Contre toute attente, le président ougandais, l'ancien guérillero Yoweri Museveni, vient d'imposer une taxe exceptionnelle sur les réseaux sociaux en Ouganda, que Reporters sans frontières considère comme “une nouvelle barrière pour affaiblir la presse”. Et si c'était une façon de lutter contre la désinformation sur les réseaux sociaux où on trouve tout et son contraire, sans sanction ? Le débat est lancé.

Reporters sans frontières (RSF) dénonce un nouvel obstacle à la production d’informations en ligne après l’adoption d’une taxe journalière sur les réseaux sociaux par le Parlement ougandais. A partir du 1er juillet, les utilisateurs de WhatsApp, Facebook, Twitter et de Skype, notamment, devront s’acquitter d’une taxe journalière de 0,05 dollar pour continuer à bénéficier de ces services. En adoptant cette mesure, mercredi, 30 mai, le parlement ougandais a exaucé le souhait du président, Yoweri Museveni, d'introduire une taxe afin de lutter contre les “commérages” en ligne. Cette loi devrait, aussi, pénaliser les blogueurs et les journalistes pour qui les réseaux sociaux demeurent un espace de liberté plus important que les médias traditionnels.
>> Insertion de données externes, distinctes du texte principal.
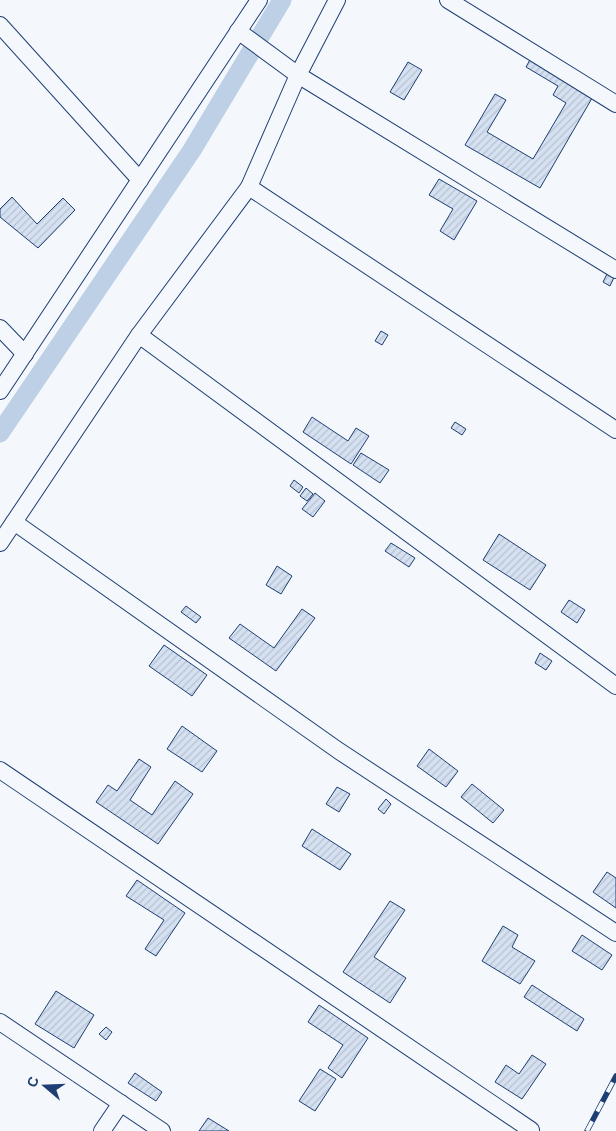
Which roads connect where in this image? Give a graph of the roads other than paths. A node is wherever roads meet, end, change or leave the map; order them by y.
1 (259, 0) edge
2 (337, 0) edge
3 (448, 0) edge
4 (0, 25) edge
5 (238, 31) junction
6 (298, 75) junction
7 (616, 104) edge
8 (140, 180) junction
9 (249, 187) junction
10 (616, 270) edge
11 (0, 328) edge
12 (138, 334) junction
13 (25, 354) junction
14 (0, 391) edge
15 (616, 430) edge
16 (14, 522) junction
17 (0, 543) edge
18 (616, 686) edge
19 (0, 770) edge
20 (616, 933) edge
21 (0, 1022) edge
22 (121, 1103) junction
23 (531, 1130) edge
24 (102, 1131) edge
25 (162, 1131) edge

1 - 5 street
2 - 6 street
3 - 7 street
4 - 8 street
5 - 6 street
5 - 8 street
6 - 9 street
6 - 10 street
8 - 13 street
9 - 12 street
9 - 15 street
11 - 13 street
12 - 16 street
12 - 18 street
13 - 14 street
16 - 17 street
16 - 20 street
19 - 23 street
21 - 22 street
22 - 24 street
22 - 25 street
En 2017, le nombre d’internautes a progressé d’un million en Ouganda, portant à 13 millions le nombre utilisateurs, soit, près d’un tiers de la population.

“Après les coupures internet et la création d’une unité de surveillance du web, l’adoption de cette taxe, inédite sur le continent africain, constitue une nouvelle barrière pour la production et la diffusion d’informations en ligne, dénonce, cependant, Arnaud Froger, responsable du bureau Afrique de RSF. L’Ouganda a mis sur pied l’un des pires arsenaux de cyber-censure en Afrique sub-saharienne.”

L’année dernière, RSF avait déjà dénoncé la mise en place par l’Ouganda d’une brigade composée de responsables sécuritaires et d’experts informatique chargée de surveiller, étroitement, l’activité des réseaux sociaux et d’identifier les auteurs des commentaires les plus critiques du pouvoir.

En 2016, les autorités avaient évoqué des risques sécuritaires et de manipulation et de l’opinion pour justifier plusieurs coupures des réseaux sociaux lors de l’élection présidentielle, puis, quelques semaines plus tard, lors de l’investiture du président, Yoweri Museveni.

Dans la région, les régulations contraignantes sur l’utilisation d’internet se sont multipliées ces derniers mois. En Tanzanie, une nouvelle loi imposant des coûts exorbitants pour l’enregistrement obligatoire des blogs et des sites internet a été adoptée en mars dernier. Au Kenya, les protestations des associations de médias ont, récemment, conduit la haute Cour de justice à suspendre une loi promulguée le 16 mai sanctionnant jusqu’à 10 ans de prison et 42 000 euros d’amende la diffamation en ligne.    

L’Ouganda (117e) a perdu cinq places dans le Classement mondial de la liberté de la presse établi par RSF en 2018.

Pour les autorités ougandaises, il s'agit de lutter contre les fake news qui diluent, complètement, les contenus de la presse traditionnelle. Et si c'était une autre façon de lutter contre l'érection de ce nouveau genre de journalisme où ses pratiquants n'ont aucune éthique ni déontologie ? Il ne faut pas jeter le bébé avec l'eau du bain.